Procedure: How to Create Groups in Active Directory

To create groups in the Active Directory, perform the following one-time steps:

  1. Right-click Users, select New, and then click Group.
  2. Enter the Group name or use the same name as your LDAP connection (for example, OGCUSERS).
  3. In the Group scope section, select the Global radio button.
  4. In the Group type section, select the Security radio button.
  5. Click OK.
  6. Repeat steps 1 - 5 for each of the following group names:
    • Data_Supervisor
    • Data_Steward
    • User
    • System_Administrator
  7. If your OmniGen Model includes the Customer subject, repeat steps 1 - 5 for each of the following group names:
    • domain.Customer
    • domain.CustomerMaster
  8. Repeat the two domain.group creations for each Mastered subject in your OmniGen Model.

    For example, if Subject = Vendors, then create the groups domain.Vendors and domain.VendorsMaster.

  9. Create the Supervisor and Steward Group(s).

    The hierarchical Supervisor & Steward Remediation Case resolution featured in OGC allows for a Data_Steward to resolve a case, at which time the case is automatically reassigned to that Data_Supervisor of the Steward for Approval and Closure.

    If you are not using this feature, proceed to step 10. Otherwise, if you will use the hierarchical Supervisor and Steward Remediation Case resolution feature in OGC, you must create an OGC-Org Group for each group by performing the following steps:

    1. Create a group (for example, group.OGCOrg1), as shown in the following image.
    2. Repeat the above step for Creating (AD) groups for as many Data_Supervisor with Data_Steward(s) groups (or teams) that exist.
  10. Designate the user to be a member of the Omni Users Group whose members will be allowed to log on to OGC. For example, make the user a member of the OGCUSERS group.

    To designate a user:

    1. Right-click OGCUSERS, select Properties, and then click Members.
    2. Click Add.
    3. Enter the first name or Login ID into the Enter the object names to select field.
    4. Click Check Names, as shown in the following image.
    5. Click OK.
    6. Click Apply, then click OK.

      You can add the user to multiple Groups by separating them with a semi-colon, as shown in the following image.

  11. Within the Omni Users Group, designate a user to be a member of only one of the following three groups:
    • Data_Supervisor
    • Data_Steward
    • User
  12. If the user is to be an OGC_Administrator (and has the Administration tab on their own OGC menu), designate that user a member of the System_Administration group.
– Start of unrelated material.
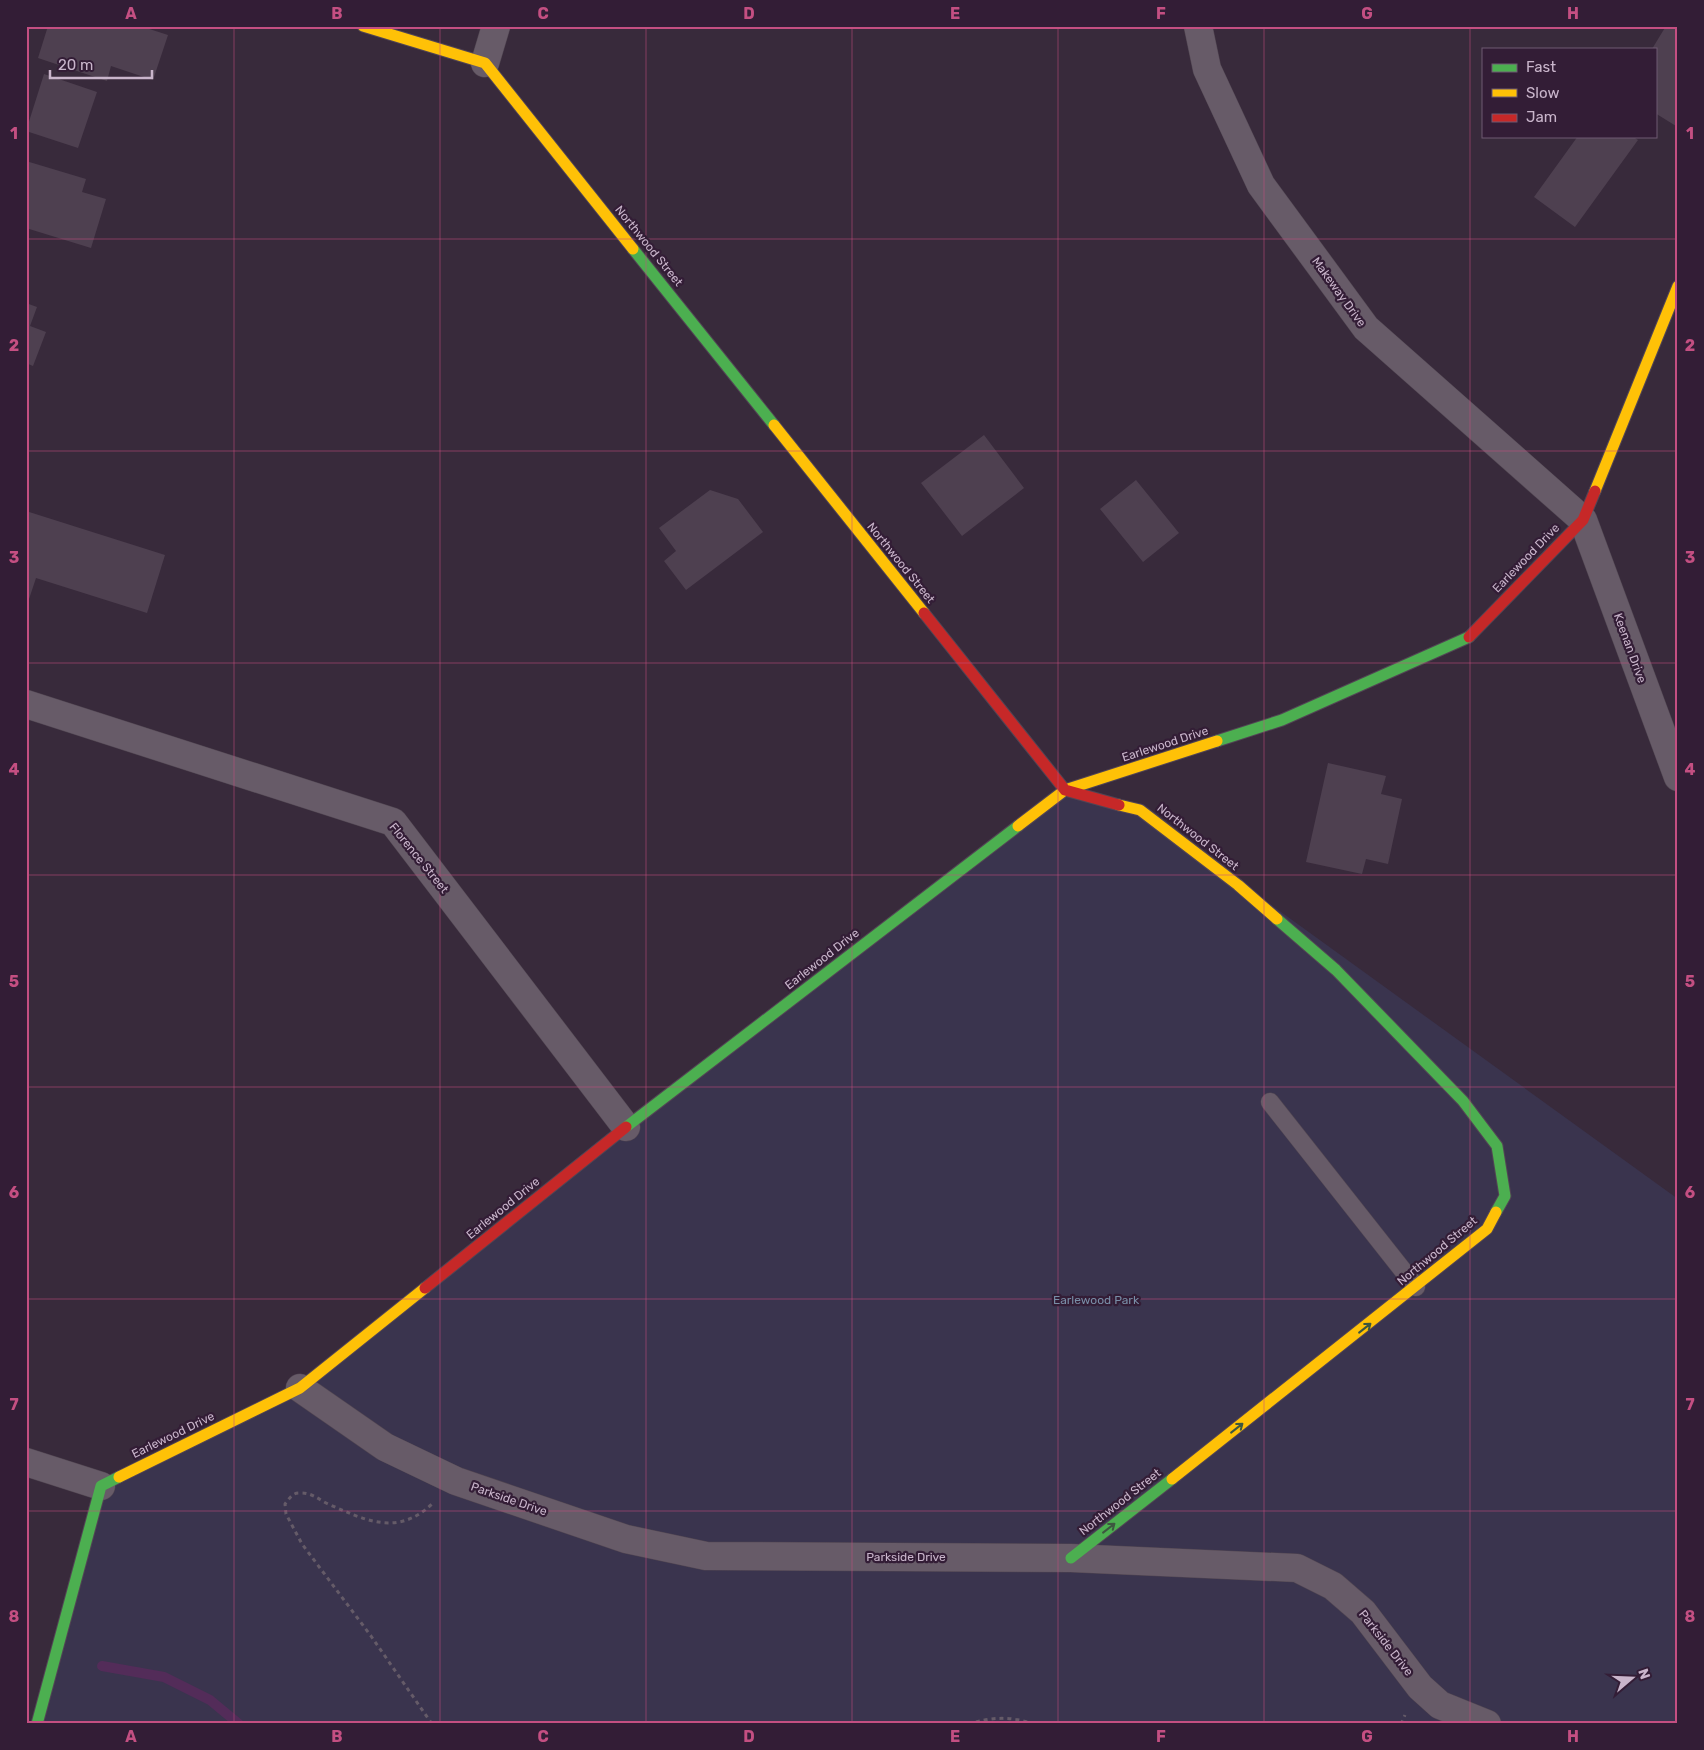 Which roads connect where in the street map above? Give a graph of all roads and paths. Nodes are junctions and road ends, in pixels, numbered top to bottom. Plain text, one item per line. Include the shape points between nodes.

Otherwise, proceed to the next step.
  13. Designate the user to be a member of both domain groups for each subject they can access.
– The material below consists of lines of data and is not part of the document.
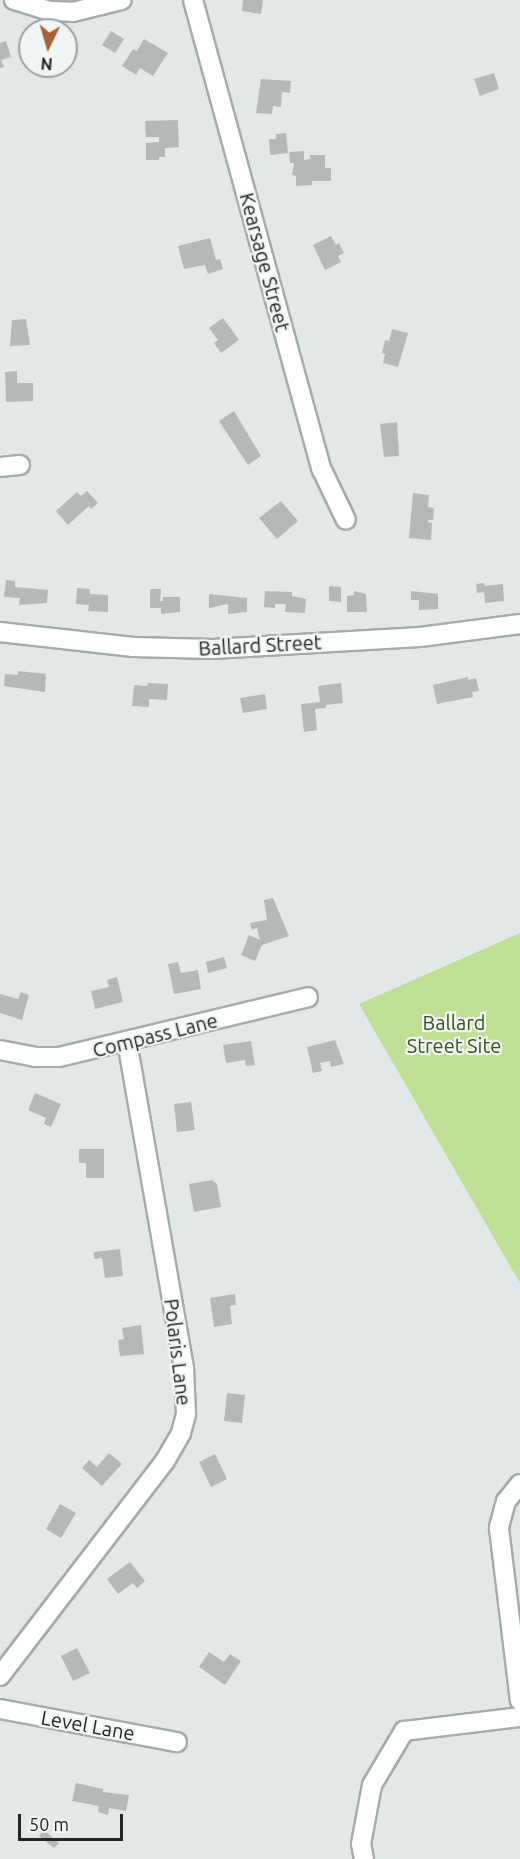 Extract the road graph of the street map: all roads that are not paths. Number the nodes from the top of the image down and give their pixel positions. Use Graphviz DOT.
graph roads {
  1 [pos="14,0"];
  2 [pos="122,0"];
  3 [pos="193,0"];
  4 [pos="20,465"];
  5 [pos="0,467"];
  6 [pos="346,520"];
  7 [pos="520,624"];
  8 [pos="0,632"];
  9 [pos="308,998"];
  10 [pos="127,1043"];
  11 [pos="0,1050"];
  12 [pos="520,1484"];
  13 [pos="0,1676"];
  14 [pos="520,1701"];
  15 [pos="0,1709"];
  16 [pos="520,1717"];
  17 [pos="177,1742"];
  18 [pos="364,1859"];
  1 -- 2 [label="street"];
  3 -- 6 [label="street, Kearsage Street"];
  4 -- 5 [label="street"];
  7 -- 8 [label="street, Ballard Street"];
  9 -- 10 [label="street, Compass Lane"];
  10 -- 11 [label="street, Compass Lane"];
  10 -- 13 [label="street, Polaris Lane"];
  12 -- 14 [label="street"];
  15 -- 17 [label="street, Level Lane"];
  16 -- 18 [label="street"];
}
    For example, designate them to be a member of domain.CustomerMaster for access to the Customer Master records, and a member of domain.Customer to grant access to Customer Instance records.

    For instance, if the user is to have access to Vendors, designate that user to be a member of domain.Vendors and of domain.VendorsMaster, and so on.

    Note: If you are using the Supervisor or Steward(s) groups, perform the following steps as many times as necessary.

    1. Designate only one Data_Supervisor (a user who is a member of the Data_Supervisor group) a member of group.OGCOrg1.
    2. Designate all Data_Stewards who are supervised by the Data_Supervisor above, a member of the Data_Supervisor's Group (for example, a member of group.OGCOrg1).